*WORK REQUIRED*: The reply should hold every record, copied exactly, and none of the pictures.

*GIVEN INFORMATION*:
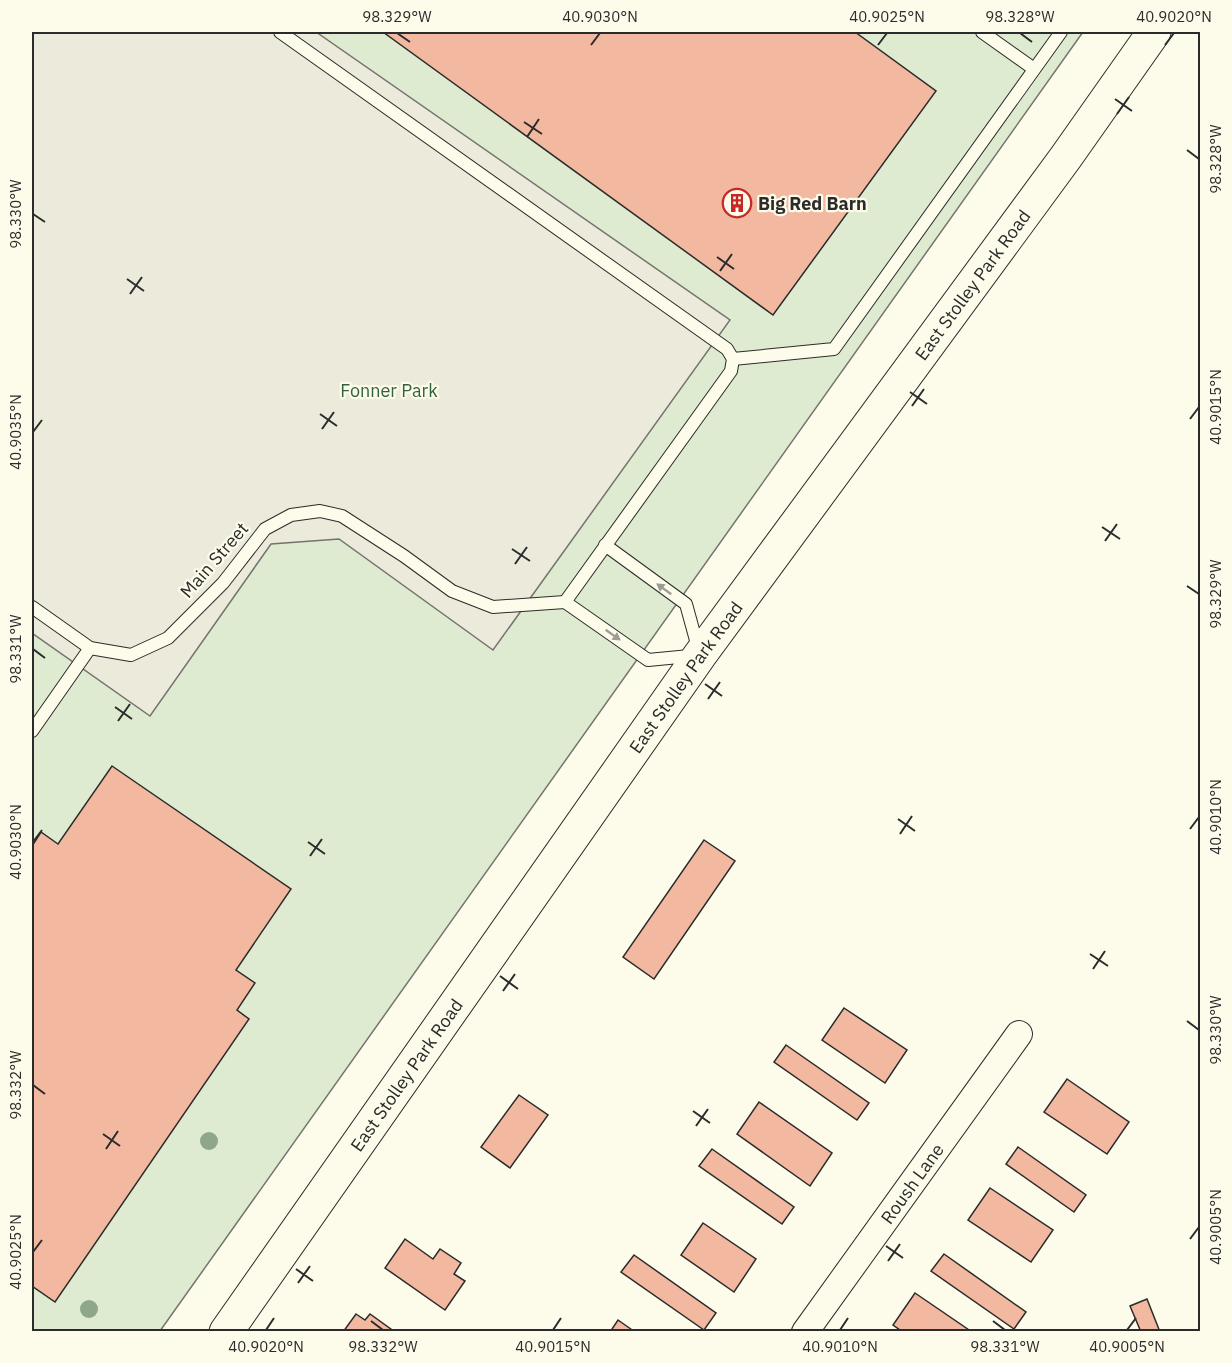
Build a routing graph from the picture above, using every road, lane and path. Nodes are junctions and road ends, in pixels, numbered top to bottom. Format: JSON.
{"nodes":[{"id":1,"x":280,"y":32,"type":"edge"},
{"id":2,"x":982,"y":32,"type":"edge"},
{"id":3,"x":1061,"y":32,"type":"edge"},
{"id":4,"x":1154,"y":32,"type":"edge"},
{"id":5,"x":1034,"y":69,"type":"junction"},
{"id":6,"x":733,"y":359,"type":"junction"},
{"id":7,"x":605,"y":546,"type":"junction"},
{"id":8,"x":565,"y":602,"type":"junction"},
{"id":9,"x":32,"y":607,"type":"edge"},
{"id":10,"x":90,"y":648,"type":"junction"},
{"id":11,"x":700,"y":655,"type":"junction"},
{"id":12,"x":32,"y":731,"type":"edge"},
{"id":13,"x":1019,"y":1034,"type":"dead end"},
{"id":14,"x":226,"y":1332,"type":"edge"},
{"id":15,"x":805,"y":1332,"type":"edge"}],
"edges":[{"from":1,"to":6,"type":"lane"},
{"from":2,"to":5,"type":"lane"},
{"from":3,"to":5,"type":"lane"},
{"from":4,"to":11,"type":"street","name":"East Stolley Park Road"},
{"from":5,"to":6,"type":"lane"},
{"from":6,"to":7,"type":"lane"},
{"from":7,"to":8,"type":"lane"},
{"from":11,"to":7,"type":"lane","one_way":true},
{"from":8,"to":10,"type":"lane","name":"Main Street"},
{"from":8,"to":11,"type":"lane","one_way":true},
{"from":9,"to":10,"type":"lane","name":"Main Street"},
{"from":10,"to":12,"type":"lane"},
{"from":11,"to":14,"type":"street","name":"East Stolley Park Road"},
{"from":13,"to":15,"type":"street","name":"Roush Lane"}]}
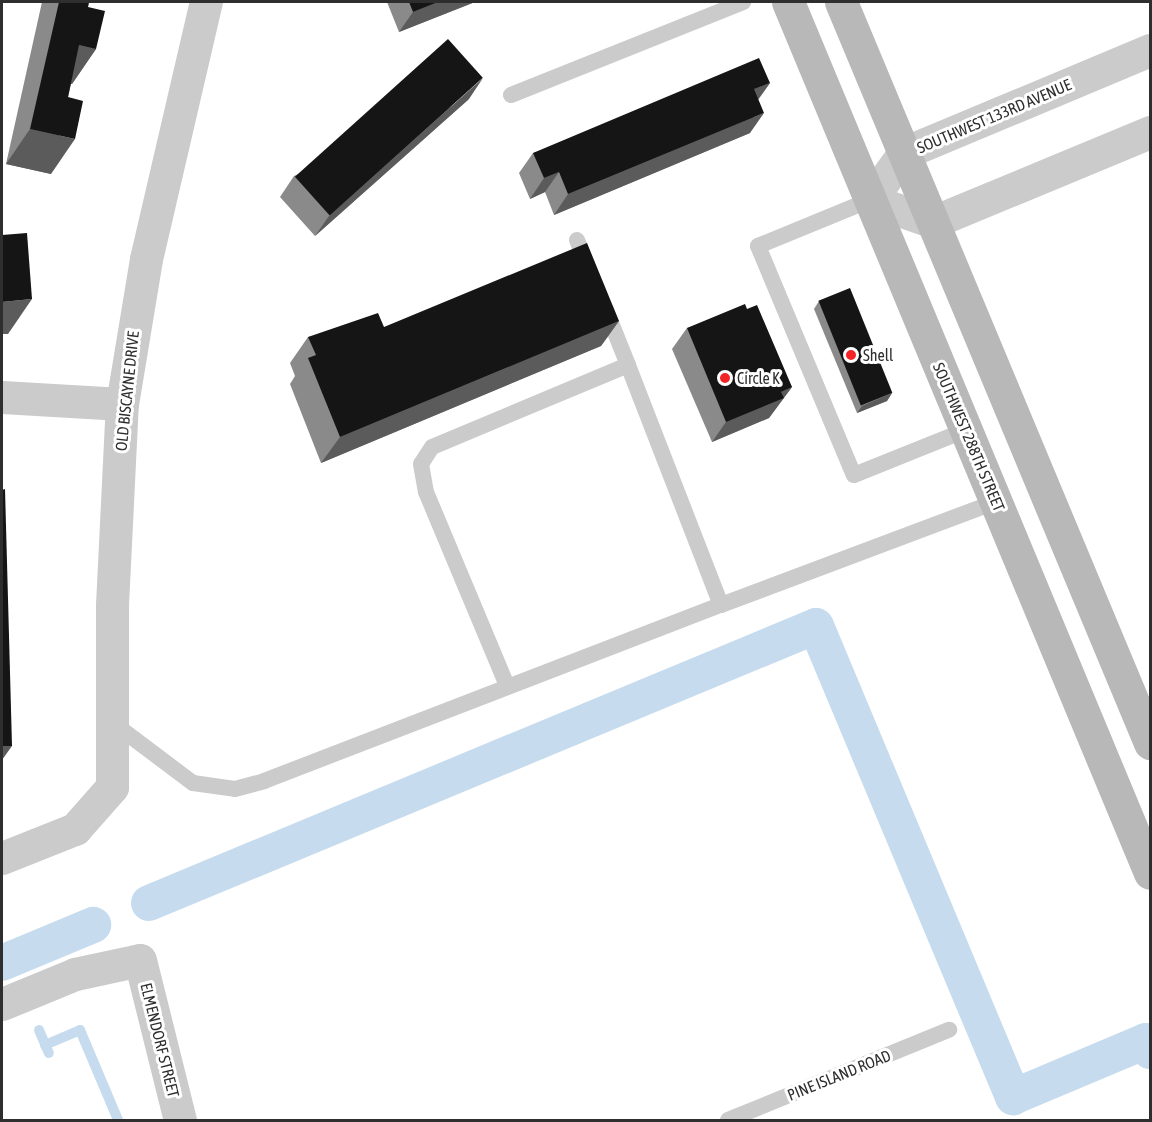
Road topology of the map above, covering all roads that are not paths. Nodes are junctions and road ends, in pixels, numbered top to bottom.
1 (206, 2) edge
2 (743, 2) edge
3 (788, 2) edge
4 (841, 2) edge
5 (1150, 50) edge
6 (511, 95) dead end
7 (1150, 132) edge
8 (904, 153) junction
9 (870, 200) junction
10 (933, 222) junction
11 (577, 240) dead end
12 (628, 365) junction
13 (2, 397) edge
14 (122, 404) junction
15 (966, 430) junction
16 (995, 502) junction
17 (721, 605) junction
18 (507, 686) junction
19 (113, 723) junction
20 (1150, 743) edge
21 (2, 858) edge
22 (1150, 873) edge
23 (2, 1004) edge
24 (950, 1030) dead end
25 (180, 1120) edge
26 (728, 1120) edge

1 - 14 street, OLD BISCAYNE DRIVE
2 - 6 lane
3 - 9 main road, SOUTHWEST 288TH STREET
4 - 8 main road
5 - 8 street, SOUTHWEST 133RD AVENUE
7 - 10 street
8 - 9 street, SOUTHWEST 133RD AVENUE
8 - 10 main road
9 - 10 street
9 - 15 main road, SOUTHWEST 288TH STREET
9 - 15 lane
10 - 20 main road
11 - 12 lane
12 - 17 lane
12 - 18 lane
13 - 14 street
14 - 19 street, OLD BISCAYNE DRIVE
15 - 16 main road, SOUTHWEST 288TH STREET
16 - 17 lane
16 - 22 main road, SOUTHWEST 288TH STREET
17 - 18 lane
18 - 19 lane
19 - 21 street, OLD BISCAYNE DRIVE
23 - 25 street, ELMENDORF STREET
24 - 26 lane, PINE ISLAND ROAD

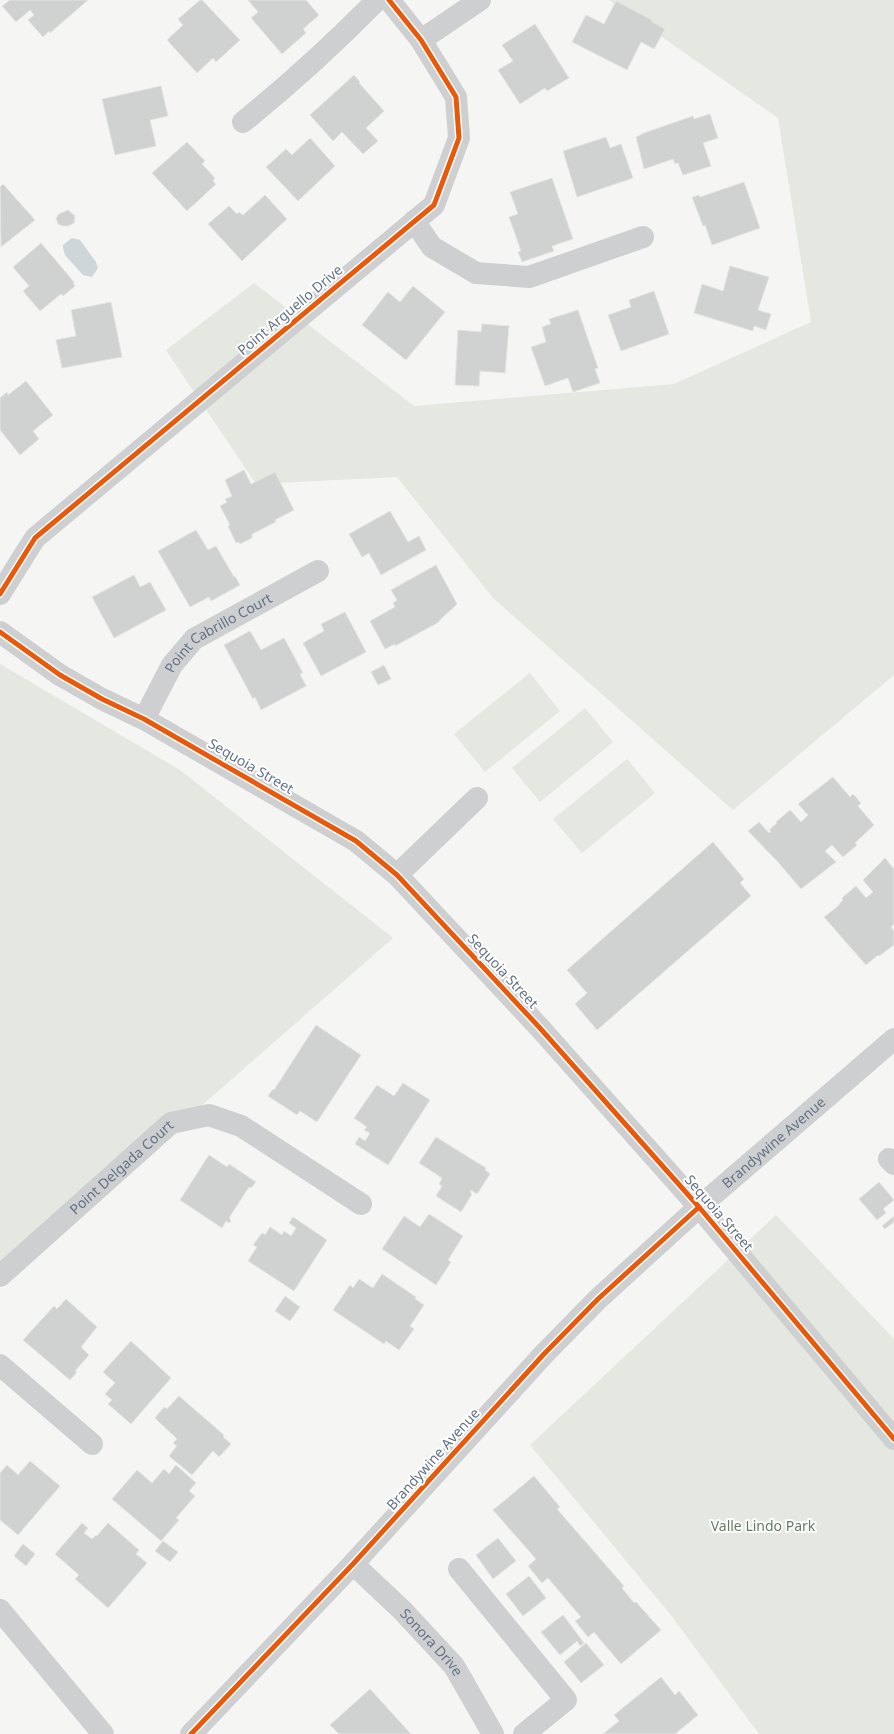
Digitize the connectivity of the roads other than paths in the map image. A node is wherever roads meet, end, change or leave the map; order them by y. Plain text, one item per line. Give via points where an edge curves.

*SOLVED PROBLEM*:
Build a routing graph from the picture above, using every road, lane and path. Nodes are junctions and road ends, in pixels, numbered top to bottom. Format: JSON.
{"nodes":[{"id":1,"x":280,"y":32,"type":"edge"},
{"id":2,"x":982,"y":32,"type":"edge"},
{"id":3,"x":1061,"y":32,"type":"edge"},
{"id":4,"x":1154,"y":32,"type":"edge"},
{"id":5,"x":1034,"y":69,"type":"junction"},
{"id":6,"x":733,"y":359,"type":"junction"},
{"id":7,"x":605,"y":546,"type":"junction"},
{"id":8,"x":565,"y":602,"type":"junction"},
{"id":9,"x":32,"y":607,"type":"edge"},
{"id":10,"x":90,"y":648,"type":"junction"},
{"id":11,"x":700,"y":655,"type":"junction"},
{"id":12,"x":32,"y":731,"type":"edge"},
{"id":13,"x":1019,"y":1034,"type":"dead end"},
{"id":14,"x":226,"y":1332,"type":"edge"},
{"id":15,"x":805,"y":1332,"type":"edge"}],
"edges":[{"from":1,"to":6,"type":"lane"},
{"from":2,"to":5,"type":"lane"},
{"from":3,"to":5,"type":"lane"},
{"from":4,"to":11,"type":"street","name":"East Stolley Park Road"},
{"from":5,"to":6,"type":"lane"},
{"from":6,"to":7,"type":"lane"},
{"from":7,"to":8,"type":"lane"},
{"from":11,"to":7,"type":"lane","one_way":true},
{"from":8,"to":10,"type":"lane","name":"Main Street"},
{"from":8,"to":11,"type":"lane","one_way":true},
{"from":9,"to":10,"type":"lane","name":"Main Street"},
{"from":10,"to":12,"type":"lane"},
{"from":11,"to":14,"type":"street","name":"East Stolley Park Road"},
{"from":13,"to":15,"type":"street","name":"Roush Lane"}]}
Road topology of the map above, covering all roads that are not paths. Nodes are junctions and road ends, in pixels, numbered top to bottom.
1 (206, 2) edge
2 (743, 2) edge
3 (788, 2) edge
4 (841, 2) edge
5 (1150, 50) edge
6 (511, 95) dead end
7 (1150, 132) edge
8 (904, 153) junction
9 (870, 200) junction
10 (933, 222) junction
11 (577, 240) dead end
12 (628, 365) junction
13 (2, 397) edge
14 (122, 404) junction
15 (966, 430) junction
16 (995, 502) junction
17 (721, 605) junction
18 (507, 686) junction
19 (113, 723) junction
20 (1150, 743) edge
21 (2, 858) edge
22 (1150, 873) edge
23 (2, 1004) edge
24 (950, 1030) dead end
25 (180, 1120) edge
26 (728, 1120) edge

1 - 14 street, OLD BISCAYNE DRIVE
2 - 6 lane
3 - 9 main road, SOUTHWEST 288TH STREET
4 - 8 main road
5 - 8 street, SOUTHWEST 133RD AVENUE
7 - 10 street
8 - 9 street, SOUTHWEST 133RD AVENUE
8 - 10 main road
9 - 10 street
9 - 15 main road, SOUTHWEST 288TH STREET
9 - 15 lane
10 - 20 main road
11 - 12 lane
12 - 17 lane
12 - 18 lane
13 - 14 street
14 - 19 street, OLD BISCAYNE DRIVE
15 - 16 main road, SOUTHWEST 288TH STREET
16 - 17 lane
16 - 22 main road, SOUTHWEST 288TH STREET
17 - 18 lane
18 - 19 lane
19 - 21 street, OLD BISCAYNE DRIVE
23 - 25 street, ELMENDORF STREET
24 - 26 lane, PINE ISLAND ROAD

Digitize the connectivity of the roads other than paths in the map image. A node is wherever roads meet, end, change or leave the map; order them by y. Plain text, one item per line. Give via points where an edge curves.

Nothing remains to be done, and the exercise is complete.